On Tuesday, April 29th, I met with representatives from several Baptist conventions and associations from across the Midwest in Kansas City. I had asked Dr. Wallace S. Hartsfield, Sr., Pastor Emeritus of Metropolitan Missionary Baptist Church and Vice President at Large, National Baptist Convention of America, Inc., to assist in convening a group of key Baptist leaders during April to the discuss the feasibility of a regional meeting of the larger Baptist family in 2009. We had representatives from several National Baptist conventions, General Baptists, American Baptists, the Cooperative Baptist Fellowship of Missouri, and the Baptist General Convention of Missouri present for the discussion.

Our Order of Business Committee and Board of Directors have given approval to exploring a collaborative or joint meeting with our Baptist brothers and sisters in 2009 in the Kansas City area. I don’t know if the meeting with happen next year, but I felt our initial discussions were very positive. I believe the Baptist family and the larger Christian community is stronger when we collaborate and partner for the sake of the Kingdom. We miss a great deal when we isolate ourselves from our brothers and sisters in Christ.

On March 12th I attended a follow-up meeting for the New Baptist Covenant hosted by Jimmy Carter at the Carter Center in Atlanta. Approximately 70 people representing nearly 40 Baptist bodies across North American were present. A great deal of excitement and enthusiasm was generated by New Baptist Covenant Celebration. The real question is what next? It is not a simple thing to bring a diverse group of Baptists together for worship and discussion, and it is even more challenging to explore a meaningful ongoing relationship. I can appreciate the incredible challenge before us as we seek to explore what God is doing in this Baptist Movement in a way that engages and involves our denominations and organizations and yet avoids the dangers of attempting to institutionalize a movement. One exciting development from the follow-up meeting was preliminary decision to move toward another North American gathering in 2011.

Baptists need each other. We need to get over our biases and work through the racial and cultural differences that have often kept us apart. This does not mean we have to merge into a single body; however, it might mean that we eventually have fewer Baptist bodies. Most importantly, it means we find a way to work together for the sake of our churches and Christ’s kingdom. It means we humble ourselves enough to admit that we can learn from each other. We could profit a great deal by a greater sense of collaboration and partnership with our African-American brothers and sisters. I believe Black congregations often do a much better job of identifying with and engaging their communities. Many times they do a better job of empowering leaders for service, and many of us have come to understand the vitality in their worship is much more than merely the cultural differences expressed in worship styles. We have much to learn from our Black brothers and sisters. Obviously, this is also true for the other predominately Anglo denominations. Our first step is to get to know each other. We are planning a second leadership meeting in June, and I am looking forward to where God takes us in this discussion.

I wrote the second in a series of articles on Leadership in my blog earlier this month.
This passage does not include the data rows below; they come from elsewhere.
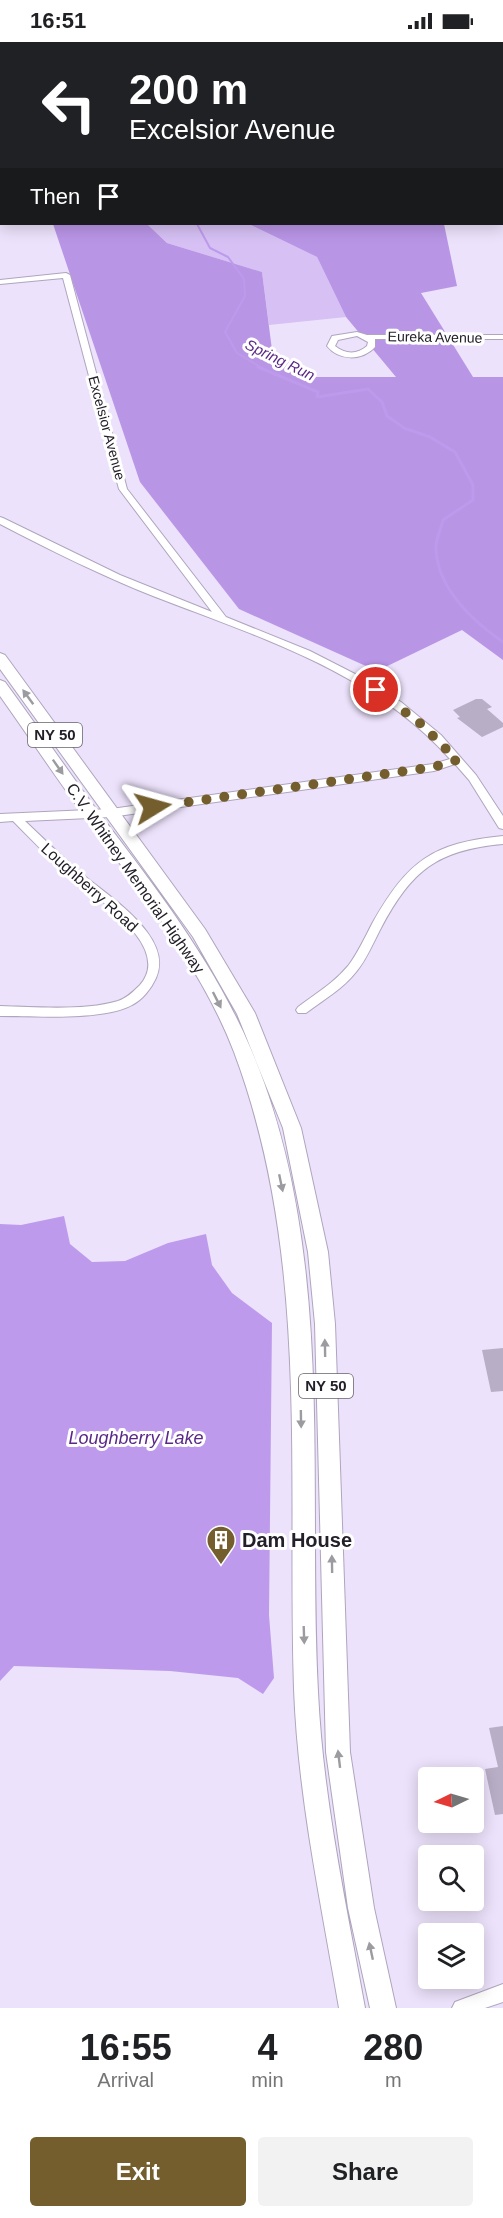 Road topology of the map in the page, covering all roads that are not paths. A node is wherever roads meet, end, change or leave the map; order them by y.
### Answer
1 (0, 282) edge
2 (367, 337) dead end
3 (503, 337) edge
4 (0, 520) edge
5 (222, 618) junction
6 (0, 658) edge
7 (0, 685) edge
8 (457, 760) junction
9 (101, 812) junction
10 (16, 818) junction
11 (0, 819) edge
12 (503, 825) edge
13 (503, 840) edge
14 (302, 1010) dead end
15 (0, 1011) edge
16 (503, 1993) edge
17 (352, 2008) edge
18 (383, 2008) edge
19 (462, 2008) edge

1 - 5 street, Excelsior Avenue
2 - 3 street, Eureka Avenue
4 - 5 street
5 - 8 street
9 -> 6 highway, C.V. Whitney Memorial Highway / NY 50
7 -> 9 highway, C.V. Whitney Memorial Highway / NY 50
8 - 9 street
8 - 12 street
9 - 10 street
9 -> 17 highway, C.V. Whitney Memorial Highway / NY 50
18 -> 9 highway, C.V. Whitney Memorial Highway / NY 50
10 - 11 street
10 - 15 street, Loughberry Road
13 - 14 street
16 - 19 street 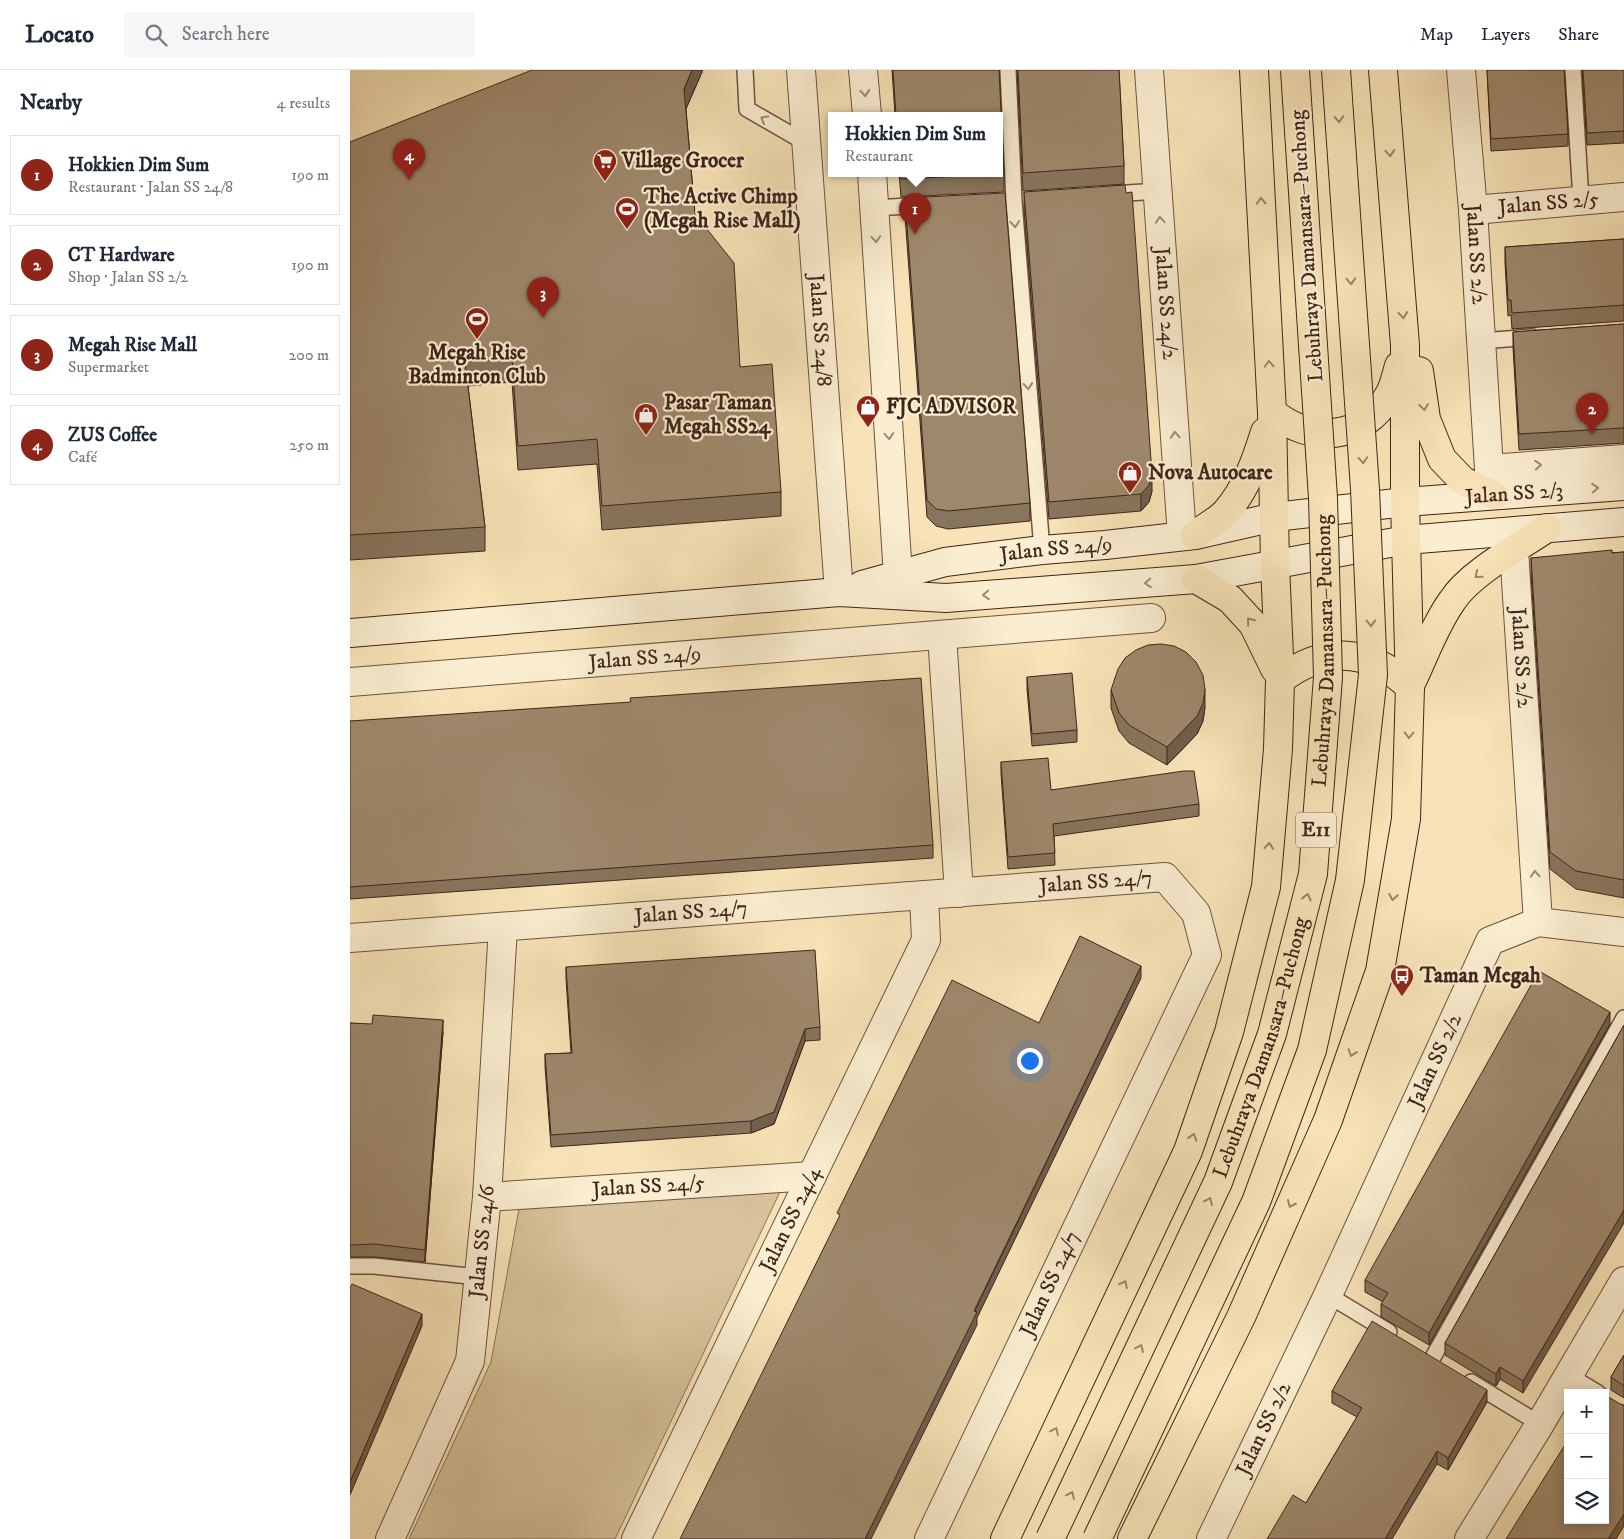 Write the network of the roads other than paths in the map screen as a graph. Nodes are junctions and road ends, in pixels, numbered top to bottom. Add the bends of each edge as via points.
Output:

In it a quoted Joel Barker who said, “More than anything else, leaders build bridges that help us move from where we are to where we want to be.” We need leaders today who help bring the family of God together rather than dividing it or driving it apart. I am glad our convention is a part of an effort to build bridges to the future. I pray it is a future that brings a new level of partnership and collaboration among the larger Baptist family.

Visiting Old Friends

This past Sunday I had the opportunity to preach at Memorial Baptist Church near Nelson, Missouri. The open country congregation is without a pastor, and I had shared with their Director of Missions that I would be happy to supply for them sometime. Memorial Baptist Church called me as their pastor a little over 35 years ago while I was a single college student. I served the church for a little over five years. During that time I married, finished college and seminary, and Bettie Jo and I had our first child. The church ordained me to the Gospel Ministry. The church family provided a setting for me to apply what I was learning as I prepared for ministry. In a sense, they "raised me" as they have many "preacher boys." Most of all they loved and accepted me. Obviously, many of the people who were there when I served as their pastor are gone, and now there are new faces and new leaders. A few of the old-timers (like me) were still there. It was good to renew friendships, and it was good to remember how God used the congregation to help shape my life and ministry. I will always be grateful to the family of God known as Memorial Baptist Church.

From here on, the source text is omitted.